So the military tells you - as thousands of years of war has shown us - that these places will be incredibly dangerous. The media decides to stay anyway, and some of them get killed (alongside many soldiers and many of the enemy), and Gowing still insists that the military was just trying to scare them off for their own reasons. "We're going to hang around anyway, and it's up to you to make sure you never shoot us, even if we look like just like the enemy". Yes, the military has a fundamental responsibility not to shoot journalists, but not at any cost. The suspicion that someone who looks like an enemy combatant about to kill you is really a man with a camera is not a reason not to fire at him.

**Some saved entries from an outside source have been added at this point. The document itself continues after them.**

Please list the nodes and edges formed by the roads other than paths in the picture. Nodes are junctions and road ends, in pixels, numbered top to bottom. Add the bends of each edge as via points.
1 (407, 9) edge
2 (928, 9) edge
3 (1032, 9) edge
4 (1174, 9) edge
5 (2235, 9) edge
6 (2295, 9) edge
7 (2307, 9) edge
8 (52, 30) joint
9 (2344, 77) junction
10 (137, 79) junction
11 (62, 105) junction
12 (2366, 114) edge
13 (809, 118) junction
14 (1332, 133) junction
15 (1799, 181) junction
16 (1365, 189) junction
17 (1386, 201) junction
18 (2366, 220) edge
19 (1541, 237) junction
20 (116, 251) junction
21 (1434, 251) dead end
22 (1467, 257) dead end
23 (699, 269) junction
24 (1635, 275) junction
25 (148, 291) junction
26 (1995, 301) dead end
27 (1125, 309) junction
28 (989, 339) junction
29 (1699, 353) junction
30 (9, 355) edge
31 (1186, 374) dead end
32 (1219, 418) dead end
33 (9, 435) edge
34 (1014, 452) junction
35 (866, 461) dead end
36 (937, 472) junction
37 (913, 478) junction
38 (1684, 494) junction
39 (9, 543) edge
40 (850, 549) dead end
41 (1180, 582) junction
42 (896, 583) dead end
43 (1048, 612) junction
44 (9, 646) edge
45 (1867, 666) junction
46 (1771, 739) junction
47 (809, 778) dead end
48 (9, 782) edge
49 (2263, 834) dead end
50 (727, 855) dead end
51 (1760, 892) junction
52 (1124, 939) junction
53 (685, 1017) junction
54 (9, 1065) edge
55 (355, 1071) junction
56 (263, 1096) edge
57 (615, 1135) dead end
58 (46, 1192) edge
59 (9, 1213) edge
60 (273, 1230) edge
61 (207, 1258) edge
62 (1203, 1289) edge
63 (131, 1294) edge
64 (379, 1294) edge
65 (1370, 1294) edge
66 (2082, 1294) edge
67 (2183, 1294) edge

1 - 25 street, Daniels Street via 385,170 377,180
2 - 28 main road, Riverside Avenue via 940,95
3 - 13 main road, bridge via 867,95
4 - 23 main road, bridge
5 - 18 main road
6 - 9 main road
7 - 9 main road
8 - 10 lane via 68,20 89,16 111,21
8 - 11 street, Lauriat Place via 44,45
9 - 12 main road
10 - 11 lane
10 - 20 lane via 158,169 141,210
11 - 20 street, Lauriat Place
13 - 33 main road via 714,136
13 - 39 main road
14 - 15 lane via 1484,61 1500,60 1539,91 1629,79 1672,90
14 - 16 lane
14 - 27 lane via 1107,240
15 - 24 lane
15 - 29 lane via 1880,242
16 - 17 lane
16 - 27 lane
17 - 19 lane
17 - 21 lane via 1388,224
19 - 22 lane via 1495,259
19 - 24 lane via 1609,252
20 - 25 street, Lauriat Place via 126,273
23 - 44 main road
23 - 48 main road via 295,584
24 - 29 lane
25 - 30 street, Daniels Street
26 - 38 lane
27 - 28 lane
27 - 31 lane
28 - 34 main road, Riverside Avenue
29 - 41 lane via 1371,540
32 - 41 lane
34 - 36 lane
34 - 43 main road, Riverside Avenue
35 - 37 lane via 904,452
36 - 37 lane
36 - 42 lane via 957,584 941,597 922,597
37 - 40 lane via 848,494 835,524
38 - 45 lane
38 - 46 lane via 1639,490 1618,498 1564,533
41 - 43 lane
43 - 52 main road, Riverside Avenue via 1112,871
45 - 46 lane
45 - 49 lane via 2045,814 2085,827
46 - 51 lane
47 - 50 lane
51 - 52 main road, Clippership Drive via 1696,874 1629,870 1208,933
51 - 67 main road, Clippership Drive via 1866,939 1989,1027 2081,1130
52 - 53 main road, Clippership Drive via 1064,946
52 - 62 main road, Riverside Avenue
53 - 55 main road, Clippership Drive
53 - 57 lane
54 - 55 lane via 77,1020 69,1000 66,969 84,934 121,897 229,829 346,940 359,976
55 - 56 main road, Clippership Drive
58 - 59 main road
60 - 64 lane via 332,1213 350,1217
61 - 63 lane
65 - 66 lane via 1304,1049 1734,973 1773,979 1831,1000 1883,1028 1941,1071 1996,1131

Journalists should also realise that in fact their actions can cost lives. If they demand that the military give the benefit of the doubt to anyone who could possibly be a journalist rather than a combatant, then plenty of soldiers will be killed. I'm sure most war correspondents do realise this. But then I'm sure most think what Gowing is claiming is nonsense. It's a pity none of them are prepared to say so.

Gowing has made some very strong claims. Although he has hedged as much as he can, it's clear that he thinks that the US military has deliberately targetted and killed neutral or even friendly journalists in Iraq. He has provided scant evidence to back this up. The BBC needs to ask him to either back down or produce the goods. They won't, of course.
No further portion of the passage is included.